Ik schud verwoed mijn hoofd. 'Ja, dat hoorde ik, maar... wat? Hoe, wanneer, ik, huh?' De puzzel die zich net mooi had geschikt en een duidelijke afbeelding vormde, is zojuist weer tot een gehusselde massa gebracht; de puzzel is groter dan verwacht, er zijn veel meer stukjes, er missen delen en het kan niet meer voorstellen dan een abstracte tekening van een kleuter waar in het gekras niks meer te herkennen is dan lijnen en knopen.

'Weet je zeker dat we het over dezelfde Klashilah hebben?'

Wematins glimlach wordt breder. 'Dit mes was van je vader toch?' Hij wacht tot ik knik ter bevestiging voordat hij verder praat. 'Dit is het mes wat van mijn opa is geweest, dit is het mes wat van mijn vader was, dit is het mes waarmee hij me eenentwintig jaar geleden heeft geleerd hoe je houten pijlen kunt maken. Ik weet dat dit hetzelfde mes is, omdat het van Navojaanse makelij is, met dezelfde groeven, gleuven en versieringen als het mes van mijn vader. De knoest is gebruikt als oog van de poemakop, op precies dezelfde plek als in het mes van mijn vader, dat is geen toeval. Ook Ahmik, mijn neef, kan bevestigen dat dit hetzelfde mes is.'

Ik kijk naar Ahmik, maar hij kijkt me nog steeds met dezelfde wazige blik aan.

'Maar Rox.' Ik schrik op en kijk weer naar de man die voor me zit. 'Vertel me alles wat je weet van je vader en je moeder en hoe ze elkaar ontmoet hebben.'

Ik slik, het duizelt me, maar ik probeer aan de opdracht te voldoen. 'Mijn vader was het opperhoofd van een stam en heeft op een gegeven moment in een strijd mijn moeder bevrijd van een andere groep indianen. Hij nam haar mee naar zijn eigen stam, omdat ze niks had om naar terug te keren. Het duurde niet lang voordat ze verliefd werden. Maar hun liefde werd niet geaccepteerd en mijn vader vertrok samen met mijn moeder. Het leven wat ze tegemoet gingen was onzeker: een liefde tussen een blanke en een indiaan werd niet vaak geaccepteerd. Om toch iets minder snel de stempel ''indiaan'' te krijgen, nam mijn vader een andere naam aan. Ze zijn op een kleine boerderij gaan wonen en mijn vader is in een smederij gaan werken. Na een paar jaar werd ik geboren. Over zijn verleden praatte mijn vader nauwelijks, hij kon soms avonden aaneen naar buiten staren, alsof zijn lichaam bij ons aanwezig was, maar hij met zijn geest ergens anders was. Alsof hij in gedachten op zijn paard over de prairie raasde, terug naar zijn vrienden en zijn ouders, terug naar zijn oude leven. Maar daarover had hij het niet. Het spijt me, meer kan ik je niet vertellen... Meer weet ik niet.'

Als ik opkijk zie ik dat Wematins ogen vochtig zijn geworden, maar hij draait zijn gezicht niet weg en ik krijg een brok in mijn keel als ik zie hoe een traan afscheid neemt van zijn ooghoek. Langzaam biggelt het vocht over zijn wang naar beneden, want hij neemt niet de moeite om het weg te vegen.

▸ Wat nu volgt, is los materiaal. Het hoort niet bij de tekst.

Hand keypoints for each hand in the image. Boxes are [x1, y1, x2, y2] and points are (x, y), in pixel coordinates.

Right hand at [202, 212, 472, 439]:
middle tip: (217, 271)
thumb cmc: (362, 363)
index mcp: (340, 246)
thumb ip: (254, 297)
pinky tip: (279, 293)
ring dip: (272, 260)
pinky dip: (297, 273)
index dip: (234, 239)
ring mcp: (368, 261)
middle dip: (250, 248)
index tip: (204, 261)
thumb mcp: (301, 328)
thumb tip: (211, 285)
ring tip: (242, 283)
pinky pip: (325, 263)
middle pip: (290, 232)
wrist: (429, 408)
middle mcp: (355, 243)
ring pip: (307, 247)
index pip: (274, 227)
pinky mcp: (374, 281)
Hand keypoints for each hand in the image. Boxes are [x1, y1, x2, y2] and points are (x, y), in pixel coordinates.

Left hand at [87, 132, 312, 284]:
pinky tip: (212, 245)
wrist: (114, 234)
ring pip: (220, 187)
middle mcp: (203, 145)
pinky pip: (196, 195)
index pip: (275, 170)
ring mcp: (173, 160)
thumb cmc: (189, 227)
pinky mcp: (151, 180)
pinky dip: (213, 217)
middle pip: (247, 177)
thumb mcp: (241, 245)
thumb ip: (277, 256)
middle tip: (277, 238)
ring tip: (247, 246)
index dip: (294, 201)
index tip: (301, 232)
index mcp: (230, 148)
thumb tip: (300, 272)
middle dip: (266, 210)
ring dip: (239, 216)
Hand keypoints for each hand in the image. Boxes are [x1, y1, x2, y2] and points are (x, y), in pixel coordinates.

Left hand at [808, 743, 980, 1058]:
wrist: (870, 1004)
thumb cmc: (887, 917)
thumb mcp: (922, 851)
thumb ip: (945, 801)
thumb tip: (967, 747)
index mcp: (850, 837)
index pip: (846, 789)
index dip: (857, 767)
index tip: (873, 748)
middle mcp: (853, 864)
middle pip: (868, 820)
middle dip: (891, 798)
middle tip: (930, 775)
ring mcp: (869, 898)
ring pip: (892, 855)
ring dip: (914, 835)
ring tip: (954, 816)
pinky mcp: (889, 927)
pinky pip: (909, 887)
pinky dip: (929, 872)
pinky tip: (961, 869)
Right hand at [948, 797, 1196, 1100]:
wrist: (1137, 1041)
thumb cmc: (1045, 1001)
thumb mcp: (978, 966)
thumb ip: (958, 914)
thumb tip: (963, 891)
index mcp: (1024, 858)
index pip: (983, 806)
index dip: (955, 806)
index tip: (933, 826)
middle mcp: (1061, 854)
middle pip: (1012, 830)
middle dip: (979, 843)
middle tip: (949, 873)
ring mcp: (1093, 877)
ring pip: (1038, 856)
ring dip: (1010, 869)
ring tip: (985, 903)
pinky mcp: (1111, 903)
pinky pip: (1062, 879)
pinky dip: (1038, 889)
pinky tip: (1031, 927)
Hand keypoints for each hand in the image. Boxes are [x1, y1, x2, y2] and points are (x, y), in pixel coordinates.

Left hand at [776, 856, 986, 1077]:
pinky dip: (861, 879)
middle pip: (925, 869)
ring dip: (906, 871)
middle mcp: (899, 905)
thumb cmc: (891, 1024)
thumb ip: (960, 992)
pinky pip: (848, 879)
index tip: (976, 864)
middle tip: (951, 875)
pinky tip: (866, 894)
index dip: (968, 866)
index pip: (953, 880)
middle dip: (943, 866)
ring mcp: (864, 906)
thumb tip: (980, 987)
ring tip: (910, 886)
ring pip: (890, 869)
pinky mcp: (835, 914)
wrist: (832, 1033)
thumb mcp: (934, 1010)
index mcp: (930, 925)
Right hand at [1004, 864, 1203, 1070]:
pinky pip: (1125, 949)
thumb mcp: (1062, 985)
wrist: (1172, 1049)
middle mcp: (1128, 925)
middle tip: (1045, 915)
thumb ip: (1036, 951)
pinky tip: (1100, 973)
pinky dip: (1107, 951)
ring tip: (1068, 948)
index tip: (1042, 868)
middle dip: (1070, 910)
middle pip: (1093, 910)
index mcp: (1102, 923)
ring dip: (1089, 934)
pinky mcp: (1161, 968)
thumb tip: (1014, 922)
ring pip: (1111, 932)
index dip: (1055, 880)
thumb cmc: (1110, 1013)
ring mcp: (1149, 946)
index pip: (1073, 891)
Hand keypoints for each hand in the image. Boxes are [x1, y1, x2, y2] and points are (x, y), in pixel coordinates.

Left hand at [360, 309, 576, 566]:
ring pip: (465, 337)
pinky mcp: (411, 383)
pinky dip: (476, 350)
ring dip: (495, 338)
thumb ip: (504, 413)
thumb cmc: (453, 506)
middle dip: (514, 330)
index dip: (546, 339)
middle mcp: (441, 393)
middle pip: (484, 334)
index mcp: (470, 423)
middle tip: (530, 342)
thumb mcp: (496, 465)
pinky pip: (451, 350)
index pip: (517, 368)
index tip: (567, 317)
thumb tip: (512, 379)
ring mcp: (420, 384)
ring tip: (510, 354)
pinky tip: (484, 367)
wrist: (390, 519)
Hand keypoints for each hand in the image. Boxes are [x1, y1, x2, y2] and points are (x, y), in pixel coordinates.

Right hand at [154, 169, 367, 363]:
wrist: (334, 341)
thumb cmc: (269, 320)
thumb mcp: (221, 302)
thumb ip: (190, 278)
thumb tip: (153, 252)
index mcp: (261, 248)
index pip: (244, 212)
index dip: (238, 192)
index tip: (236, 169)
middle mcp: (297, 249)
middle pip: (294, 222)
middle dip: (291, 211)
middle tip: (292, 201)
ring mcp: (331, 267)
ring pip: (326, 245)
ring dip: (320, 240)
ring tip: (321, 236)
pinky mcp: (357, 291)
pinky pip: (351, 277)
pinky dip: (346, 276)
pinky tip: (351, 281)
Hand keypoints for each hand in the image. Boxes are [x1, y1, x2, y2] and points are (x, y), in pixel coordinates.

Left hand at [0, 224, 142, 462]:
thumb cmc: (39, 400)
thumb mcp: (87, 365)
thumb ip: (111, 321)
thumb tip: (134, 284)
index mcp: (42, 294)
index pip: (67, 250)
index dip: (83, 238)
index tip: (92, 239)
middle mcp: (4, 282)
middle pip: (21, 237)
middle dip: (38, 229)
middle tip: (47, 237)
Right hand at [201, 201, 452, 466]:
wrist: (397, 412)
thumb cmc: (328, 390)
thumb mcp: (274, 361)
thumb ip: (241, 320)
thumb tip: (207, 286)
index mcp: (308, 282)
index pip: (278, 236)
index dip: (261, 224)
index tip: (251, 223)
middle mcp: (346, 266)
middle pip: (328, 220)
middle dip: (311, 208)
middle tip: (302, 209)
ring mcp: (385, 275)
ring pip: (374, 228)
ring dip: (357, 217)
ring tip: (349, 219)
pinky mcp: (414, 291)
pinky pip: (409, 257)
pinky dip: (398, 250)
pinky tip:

Zijn stem trilt als hij begint met praten. 'Zesentwintig jaar geleden is mijn moeder bij mijn geboorte in het kraambed overleden. Haar man -het opperhoofd van onze stam- was radeloos, zijn vrouw was overleden en hij moest alleen voor zijn eerste kindje zorgen. Twintig jaar geleden ging hij op krijgstocht en redde daar een blanke vrouw. Ze wilden trouwen. Het waren rumoerige tijden voor de stam en er was een duidelijke leider nodig die zich niet te veel met blanken zou bezighouden. Het opperhoofd werd daarom voor een keuze gesteld: zijn vrouw moest vertrekken of hij zou uit zijn ambt worden gezet en moest samen met haar vertrekken. Zijn nieuwe vrouw had helemaal niks meer en hij hield van haar. En dus vertrok hij. Het leven dat ze tegemoet zouden gaan was onzeker en daar wilde hij zijn kind niet aan blootstellen. Dus liet hij zijn zoontje -toen een zesjarig jochie- achter bij zijn ouders; die zouden het leiderschap weer op zich nemen tot hun kleinzoon oud genoeg was om de stam te leiden. Hijzelf en zijn nieuwe vrouw trokken de wereld in, ver van zijn stam, ver van zijn familie, ver van zijn kindje. Zijn naam? Die was overal bekend: Klashilah, het opperhoofd der Navajo. Klashilah, mijn vader.'

De tranen lopen inmiddels over zijn wangen en hij heft zijn armen op om daarna voorzichtig mijn handen met de zijne te omsluiten. Met zijn roodomrande ogen kijkt hij me recht aan. 'Rox, ik ben je broer.'

De informatie komt maar langzaam mijn hoofd binnen. Mijn vader is zijn vader. Mijn broer. Broer en zus. We zijn familie. Wat? Waarom wist ik dit niet? Waarom? Hoe? En Ahmik, wat is Ahmik dan? Wat zei hij nou? Neef? We zijn familie. Ze gaan me niet vermoorden. Ze gaan me niet verkopen. Ben ik dan eindelijk veilig? Niet meer alleen. Ik sta er niet meer alleen voor.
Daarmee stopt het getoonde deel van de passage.